- Task
Nothing in the records may be left out or altered; reproduce them all exactly.

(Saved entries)
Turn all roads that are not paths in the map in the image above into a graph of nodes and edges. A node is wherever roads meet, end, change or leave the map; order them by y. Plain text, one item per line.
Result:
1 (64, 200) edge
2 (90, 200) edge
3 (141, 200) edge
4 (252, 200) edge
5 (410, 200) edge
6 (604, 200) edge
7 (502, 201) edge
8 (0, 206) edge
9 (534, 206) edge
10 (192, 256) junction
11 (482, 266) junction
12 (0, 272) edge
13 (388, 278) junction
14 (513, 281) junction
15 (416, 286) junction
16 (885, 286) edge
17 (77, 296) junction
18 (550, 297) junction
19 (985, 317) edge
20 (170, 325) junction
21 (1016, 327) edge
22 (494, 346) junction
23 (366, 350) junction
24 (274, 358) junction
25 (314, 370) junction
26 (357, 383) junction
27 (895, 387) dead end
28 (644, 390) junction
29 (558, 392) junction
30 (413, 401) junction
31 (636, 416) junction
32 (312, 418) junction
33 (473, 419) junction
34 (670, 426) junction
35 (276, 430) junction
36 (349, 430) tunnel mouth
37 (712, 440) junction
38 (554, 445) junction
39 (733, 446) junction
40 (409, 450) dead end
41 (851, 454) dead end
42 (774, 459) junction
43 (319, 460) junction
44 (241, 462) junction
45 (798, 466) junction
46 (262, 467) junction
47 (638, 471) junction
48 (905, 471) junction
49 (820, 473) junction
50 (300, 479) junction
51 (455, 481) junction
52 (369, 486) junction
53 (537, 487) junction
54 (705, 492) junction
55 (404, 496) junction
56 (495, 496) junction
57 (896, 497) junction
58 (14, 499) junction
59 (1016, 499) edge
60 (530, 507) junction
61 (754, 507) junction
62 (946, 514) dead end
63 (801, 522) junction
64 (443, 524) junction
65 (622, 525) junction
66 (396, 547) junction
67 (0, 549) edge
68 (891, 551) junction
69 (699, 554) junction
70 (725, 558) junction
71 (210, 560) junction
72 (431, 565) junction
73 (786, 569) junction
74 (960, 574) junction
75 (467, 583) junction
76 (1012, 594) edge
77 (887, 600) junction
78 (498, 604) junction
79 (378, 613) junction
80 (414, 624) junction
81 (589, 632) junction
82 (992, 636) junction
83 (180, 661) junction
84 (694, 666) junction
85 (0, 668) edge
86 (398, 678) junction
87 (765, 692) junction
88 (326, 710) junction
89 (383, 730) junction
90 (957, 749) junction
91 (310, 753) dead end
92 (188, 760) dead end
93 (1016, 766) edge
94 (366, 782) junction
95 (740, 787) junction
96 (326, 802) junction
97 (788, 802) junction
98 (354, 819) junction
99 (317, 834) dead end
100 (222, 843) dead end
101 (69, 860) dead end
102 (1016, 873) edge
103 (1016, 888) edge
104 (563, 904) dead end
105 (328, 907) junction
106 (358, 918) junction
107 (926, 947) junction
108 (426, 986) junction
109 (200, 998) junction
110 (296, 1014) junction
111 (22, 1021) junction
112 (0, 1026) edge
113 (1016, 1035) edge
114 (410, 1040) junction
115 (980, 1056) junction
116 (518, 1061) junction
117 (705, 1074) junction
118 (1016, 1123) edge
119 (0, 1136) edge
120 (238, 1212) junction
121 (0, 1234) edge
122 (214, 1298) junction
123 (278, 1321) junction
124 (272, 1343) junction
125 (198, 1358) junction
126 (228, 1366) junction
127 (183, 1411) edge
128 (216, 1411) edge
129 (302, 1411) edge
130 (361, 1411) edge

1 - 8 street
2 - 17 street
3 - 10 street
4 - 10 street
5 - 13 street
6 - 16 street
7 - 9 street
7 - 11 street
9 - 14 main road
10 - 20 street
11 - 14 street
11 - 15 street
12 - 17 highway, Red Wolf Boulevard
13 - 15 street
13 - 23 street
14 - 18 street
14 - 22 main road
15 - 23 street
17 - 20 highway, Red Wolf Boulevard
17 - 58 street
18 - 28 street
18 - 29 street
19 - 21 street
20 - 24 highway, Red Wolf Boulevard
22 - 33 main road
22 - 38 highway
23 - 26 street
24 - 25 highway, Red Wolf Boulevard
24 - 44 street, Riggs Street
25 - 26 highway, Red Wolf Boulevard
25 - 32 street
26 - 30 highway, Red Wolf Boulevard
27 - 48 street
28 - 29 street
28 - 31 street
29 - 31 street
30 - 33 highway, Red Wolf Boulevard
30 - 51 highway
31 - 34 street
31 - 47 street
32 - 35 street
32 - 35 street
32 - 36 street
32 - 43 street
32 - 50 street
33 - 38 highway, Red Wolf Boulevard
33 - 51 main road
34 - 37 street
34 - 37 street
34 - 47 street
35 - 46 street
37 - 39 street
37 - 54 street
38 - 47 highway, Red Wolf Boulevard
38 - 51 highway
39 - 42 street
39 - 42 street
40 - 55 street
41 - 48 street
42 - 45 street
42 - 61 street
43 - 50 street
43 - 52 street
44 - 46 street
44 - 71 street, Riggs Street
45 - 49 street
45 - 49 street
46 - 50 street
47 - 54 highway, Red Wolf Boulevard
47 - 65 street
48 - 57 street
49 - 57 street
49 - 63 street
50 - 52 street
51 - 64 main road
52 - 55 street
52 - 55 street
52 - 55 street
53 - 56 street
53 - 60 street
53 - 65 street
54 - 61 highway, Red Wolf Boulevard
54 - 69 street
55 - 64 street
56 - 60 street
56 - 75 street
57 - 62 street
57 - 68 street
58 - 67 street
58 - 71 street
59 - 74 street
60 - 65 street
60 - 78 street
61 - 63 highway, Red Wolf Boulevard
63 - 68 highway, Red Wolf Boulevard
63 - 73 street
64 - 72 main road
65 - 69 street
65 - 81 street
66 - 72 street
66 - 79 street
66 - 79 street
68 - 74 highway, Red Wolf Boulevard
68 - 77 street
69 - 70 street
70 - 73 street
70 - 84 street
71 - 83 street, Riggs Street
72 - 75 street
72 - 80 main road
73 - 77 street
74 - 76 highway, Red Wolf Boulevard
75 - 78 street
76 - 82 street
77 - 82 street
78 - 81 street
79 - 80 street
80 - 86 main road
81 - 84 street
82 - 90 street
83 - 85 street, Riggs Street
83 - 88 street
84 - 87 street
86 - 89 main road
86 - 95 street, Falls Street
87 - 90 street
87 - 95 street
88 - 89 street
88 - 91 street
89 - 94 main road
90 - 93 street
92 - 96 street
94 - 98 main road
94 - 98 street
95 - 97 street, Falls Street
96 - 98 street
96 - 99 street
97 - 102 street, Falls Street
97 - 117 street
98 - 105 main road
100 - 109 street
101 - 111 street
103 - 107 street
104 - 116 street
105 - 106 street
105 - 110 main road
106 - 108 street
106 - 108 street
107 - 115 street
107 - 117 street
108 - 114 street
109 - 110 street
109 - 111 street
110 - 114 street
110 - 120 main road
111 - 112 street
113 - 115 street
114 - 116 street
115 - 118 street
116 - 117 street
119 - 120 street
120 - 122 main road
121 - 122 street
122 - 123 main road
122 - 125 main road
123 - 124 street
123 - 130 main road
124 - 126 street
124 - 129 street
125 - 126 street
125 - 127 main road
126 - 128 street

- The answer
Turn all roads that are not paths in the map in the image above into a graph of nodes and edges. A node is wherever roads meet, end, change or leave the map; order them by y. Plain text, one item per line.
Result:
1 (64, 200) edge
2 (90, 200) edge
3 (141, 200) edge
4 (252, 200) edge
5 (410, 200) edge
6 (604, 200) edge
7 (502, 201) edge
8 (0, 206) edge
9 (534, 206) edge
10 (192, 256) junction
11 (482, 266) junction
12 (0, 272) edge
13 (388, 278) junction
14 (513, 281) junction
15 (416, 286) junction
16 (885, 286) edge
17 (77, 296) junction
18 (550, 297) junction
19 (985, 317) edge
20 (170, 325) junction
21 (1016, 327) edge
22 (494, 346) junction
23 (366, 350) junction
24 (274, 358) junction
25 (314, 370) junction
26 (357, 383) junction
27 (895, 387) dead end
28 (644, 390) junction
29 (558, 392) junction
30 (413, 401) junction
31 (636, 416) junction
32 (312, 418) junction
33 (473, 419) junction
34 (670, 426) junction
35 (276, 430) junction
36 (349, 430) tunnel mouth
37 (712, 440) junction
38 (554, 445) junction
39 (733, 446) junction
40 (409, 450) dead end
41 (851, 454) dead end
42 (774, 459) junction
43 (319, 460) junction
44 (241, 462) junction
45 (798, 466) junction
46 (262, 467) junction
47 (638, 471) junction
48 (905, 471) junction
49 (820, 473) junction
50 (300, 479) junction
51 (455, 481) junction
52 (369, 486) junction
53 (537, 487) junction
54 (705, 492) junction
55 (404, 496) junction
56 (495, 496) junction
57 (896, 497) junction
58 (14, 499) junction
59 (1016, 499) edge
60 (530, 507) junction
61 (754, 507) junction
62 (946, 514) dead end
63 (801, 522) junction
64 (443, 524) junction
65 (622, 525) junction
66 (396, 547) junction
67 (0, 549) edge
68 (891, 551) junction
69 (699, 554) junction
70 (725, 558) junction
71 (210, 560) junction
72 (431, 565) junction
73 (786, 569) junction
74 (960, 574) junction
75 (467, 583) junction
76 (1012, 594) edge
77 (887, 600) junction
78 (498, 604) junction
79 (378, 613) junction
80 (414, 624) junction
81 (589, 632) junction
82 (992, 636) junction
83 (180, 661) junction
84 (694, 666) junction
85 (0, 668) edge
86 (398, 678) junction
87 (765, 692) junction
88 (326, 710) junction
89 (383, 730) junction
90 (957, 749) junction
91 (310, 753) dead end
92 (188, 760) dead end
93 (1016, 766) edge
94 (366, 782) junction
95 (740, 787) junction
96 (326, 802) junction
97 (788, 802) junction
98 (354, 819) junction
99 (317, 834) dead end
100 (222, 843) dead end
101 (69, 860) dead end
102 (1016, 873) edge
103 (1016, 888) edge
104 (563, 904) dead end
105 (328, 907) junction
106 (358, 918) junction
107 (926, 947) junction
108 (426, 986) junction
109 (200, 998) junction
110 (296, 1014) junction
111 (22, 1021) junction
112 (0, 1026) edge
113 (1016, 1035) edge
114 (410, 1040) junction
115 (980, 1056) junction
116 (518, 1061) junction
117 (705, 1074) junction
118 (1016, 1123) edge
119 (0, 1136) edge
120 (238, 1212) junction
121 (0, 1234) edge
122 (214, 1298) junction
123 (278, 1321) junction
124 (272, 1343) junction
125 (198, 1358) junction
126 (228, 1366) junction
127 (183, 1411) edge
128 (216, 1411) edge
129 (302, 1411) edge
130 (361, 1411) edge

1 - 8 street
2 - 17 street
3 - 10 street
4 - 10 street
5 - 13 street
6 - 16 street
7 - 9 street
7 - 11 street
9 - 14 main road
10 - 20 street
11 - 14 street
11 - 15 street
12 - 17 highway, Red Wolf Boulevard
13 - 15 street
13 - 23 street
14 - 18 street
14 - 22 main road
15 - 23 street
17 - 20 highway, Red Wolf Boulevard
17 - 58 street
18 - 28 street
18 - 29 street
19 - 21 street
20 - 24 highway, Red Wolf Boulevard
22 - 33 main road
22 - 38 highway
23 - 26 street
24 - 25 highway, Red Wolf Boulevard
24 - 44 street, Riggs Street
25 - 26 highway, Red Wolf Boulevard
25 - 32 street
26 - 30 highway, Red Wolf Boulevard
27 - 48 street
28 - 29 street
28 - 31 street
29 - 31 street
30 - 33 highway, Red Wolf Boulevard
30 - 51 highway
31 - 34 street
31 - 47 street
32 - 35 street
32 - 35 street
32 - 36 street
32 - 43 street
32 - 50 street
33 - 38 highway, Red Wolf Boulevard
33 - 51 main road
34 - 37 street
34 - 37 street
34 - 47 street
35 - 46 street
37 - 39 street
37 - 54 street
38 - 47 highway, Red Wolf Boulevard
38 - 51 highway
39 - 42 street
39 - 42 street
40 - 55 street
41 - 48 street
42 - 45 street
42 - 61 street
43 - 50 street
43 - 52 street
44 - 46 street
44 - 71 street, Riggs Street
45 - 49 street
45 - 49 street
46 - 50 street
47 - 54 highway, Red Wolf Boulevard
47 - 65 street
48 - 57 street
49 - 57 street
49 - 63 street
50 - 52 street
51 - 64 main road
52 - 55 street
52 - 55 street
52 - 55 street
53 - 56 street
53 - 60 street
53 - 65 street
54 - 61 highway, Red Wolf Boulevard
54 - 69 street
55 - 64 street
56 - 60 street
56 - 75 street
57 - 62 street
57 - 68 street
58 - 67 street
58 - 71 street
59 - 74 street
60 - 65 street
60 - 78 street
61 - 63 highway, Red Wolf Boulevard
63 - 68 highway, Red Wolf Boulevard
63 - 73 street
64 - 72 main road
65 - 69 street
65 - 81 street
66 - 72 street
66 - 79 street
66 - 79 street
68 - 74 highway, Red Wolf Boulevard
68 - 77 street
69 - 70 street
70 - 73 street
70 - 84 street
71 - 83 street, Riggs Street
72 - 75 street
72 - 80 main road
73 - 77 street
74 - 76 highway, Red Wolf Boulevard
75 - 78 street
76 - 82 street
77 - 82 street
78 - 81 street
79 - 80 street
80 - 86 main road
81 - 84 street
82 - 90 street
83 - 85 street, Riggs Street
83 - 88 street
84 - 87 street
86 - 89 main road
86 - 95 street, Falls Street
87 - 90 street
87 - 95 street
88 - 89 street
88 - 91 street
89 - 94 main road
90 - 93 street
92 - 96 street
94 - 98 main road
94 - 98 street
95 - 97 street, Falls Street
96 - 98 street
96 - 99 street
97 - 102 street, Falls Street
97 - 117 street
98 - 105 main road
100 - 109 street
101 - 111 street
103 - 107 street
104 - 116 street
105 - 106 street
105 - 110 main road
106 - 108 street
106 - 108 street
107 - 115 street
107 - 117 street
108 - 114 street
109 - 110 street
109 - 111 street
110 - 114 street
110 - 120 main road
111 - 112 street
113 - 115 street
114 - 116 street
115 - 118 street
116 - 117 street
119 - 120 street
120 - 122 main road
121 - 122 street
122 - 123 main road
122 - 125 main road
123 - 124 street
123 - 130 main road
124 - 126 street
124 - 129 street
125 - 126 street
125 - 127 main road
126 - 128 street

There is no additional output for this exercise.